No entanto, não há provas que sustentem essa história: acredita-se que os ancestrais do bando atual eram animais de estimação que fugiram.
Os parques urbanos de Hong Kong, repletos de árvores maduras que dão frutos, nozes e outros alimentos, tornaram-se um “santuário” para elas, estima Andersson.
Essas cacatuas já fazem parte da estrutura da agitada cidade. Posadas nos postes de luz, elas ficam sentadas tranquilamente enquanto observam o barulhento tráfego das passarelas e seus fortes grasnados ecoam ao anoitecer.
Muitas pessoas não percebem que estão vendo uma espécie em extinção em seu bairro.
“Nós realmente pensávamos que elas eram como qualquer outra ave”, disse Erfan, um morador, à AFP.
Elas também são frequentemente confundidas com as cacatuas sulfúreas, muito comuns na Austrália. No entanto, elas são geneticamente diferentes, e esta última espécie não está em perigo.
– Mercado clandestino –
Os comerciantes do mercado de aves de Hong Kong conhecem bem a diferença.
Quando a AFP visitou o mercado, as cacatuas sulfúreas estavam expostas abertamente, enquanto as de crista amarela só eram mostradas mediante solicitação.
Uma ave com um ano de idade era vendida pela exorbitante quantia de 56.000 dólares de Hong Kong (cerca de 7.000 dólares americanos ou 37,9 mil reais na cotação atual), enquanto um filhote podia chegar a 14.000.
Desde 2005, é ilegal comercializar cacatuas-de-crista-amarela selvagens.
A venda de exemplares criados em cativeiro é permitida, mas os criadores devem ter uma licença ao abrigo da Convenção sobre o Comércio Internacional de Espécies Ameaçadas (Cites).
Não há nenhum registrado em Hong Kong.
Sharon Kwok Pong, fundadora da Hong Kong Parrot Rescue, acredita que pode existir um “mercado clandestino”.
“Há pessoas que descobrem onde essas aves se encontram e as capturam”, disse ela à AFP.
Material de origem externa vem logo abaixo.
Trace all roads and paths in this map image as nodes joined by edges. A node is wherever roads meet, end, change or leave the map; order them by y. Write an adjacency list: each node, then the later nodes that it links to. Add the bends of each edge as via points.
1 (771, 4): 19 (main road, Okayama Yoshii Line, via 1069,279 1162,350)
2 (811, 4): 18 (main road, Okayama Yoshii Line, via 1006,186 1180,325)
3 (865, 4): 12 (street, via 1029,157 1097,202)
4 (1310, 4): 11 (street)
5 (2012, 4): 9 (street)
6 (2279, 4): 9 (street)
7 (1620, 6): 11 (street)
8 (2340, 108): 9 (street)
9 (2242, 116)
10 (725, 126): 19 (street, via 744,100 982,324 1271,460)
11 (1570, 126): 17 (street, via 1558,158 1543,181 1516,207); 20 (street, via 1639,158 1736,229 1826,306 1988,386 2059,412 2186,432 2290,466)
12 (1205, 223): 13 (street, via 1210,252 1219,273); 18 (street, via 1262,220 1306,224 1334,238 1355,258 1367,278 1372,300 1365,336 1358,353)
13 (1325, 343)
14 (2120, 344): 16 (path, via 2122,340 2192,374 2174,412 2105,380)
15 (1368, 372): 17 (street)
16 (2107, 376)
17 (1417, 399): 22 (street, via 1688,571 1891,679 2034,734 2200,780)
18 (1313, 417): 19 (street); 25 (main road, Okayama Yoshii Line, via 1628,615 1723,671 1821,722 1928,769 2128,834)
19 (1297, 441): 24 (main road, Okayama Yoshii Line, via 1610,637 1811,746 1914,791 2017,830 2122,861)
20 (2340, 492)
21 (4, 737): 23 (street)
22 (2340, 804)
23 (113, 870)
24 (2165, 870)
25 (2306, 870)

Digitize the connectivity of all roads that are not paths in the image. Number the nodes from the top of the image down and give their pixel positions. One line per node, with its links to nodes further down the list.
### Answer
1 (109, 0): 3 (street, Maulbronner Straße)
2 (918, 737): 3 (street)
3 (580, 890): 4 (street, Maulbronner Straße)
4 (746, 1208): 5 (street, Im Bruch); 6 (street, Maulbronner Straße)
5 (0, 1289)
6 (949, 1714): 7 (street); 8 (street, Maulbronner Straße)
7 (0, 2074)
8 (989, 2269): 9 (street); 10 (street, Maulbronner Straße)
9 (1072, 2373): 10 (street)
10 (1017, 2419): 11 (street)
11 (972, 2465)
As cacatuas criadas em cativeiro devem usar um anel na pata e ter documentação que comprove sua origem, mas esses documentos podem ser falsificados.
– “População de apoio”-
Andersson desenvolveu um teste forense que analisa a dieta das cacatuas para determinar se elas foram capturadas recentemente na natureza. Ela espera que isso ajude a fazer cumprir a proibição da venda ilegal.
Em seus habitats naturais, a caça ilegal, a rápida perda de habitat e as mudanças climáticas devastaram o número de cacatuas.
As aves que vivem neste centro financeiro, entre os arranha-céus, poderão um dia ajudar a reviver a espécie.
“A população de Hong Kong pode ter linhagens genéticas que agora desapareceram”, diz Andersson.
Poderia funcionar “como uma população de apoio para seus equivalentes selvagens da Indonésia”.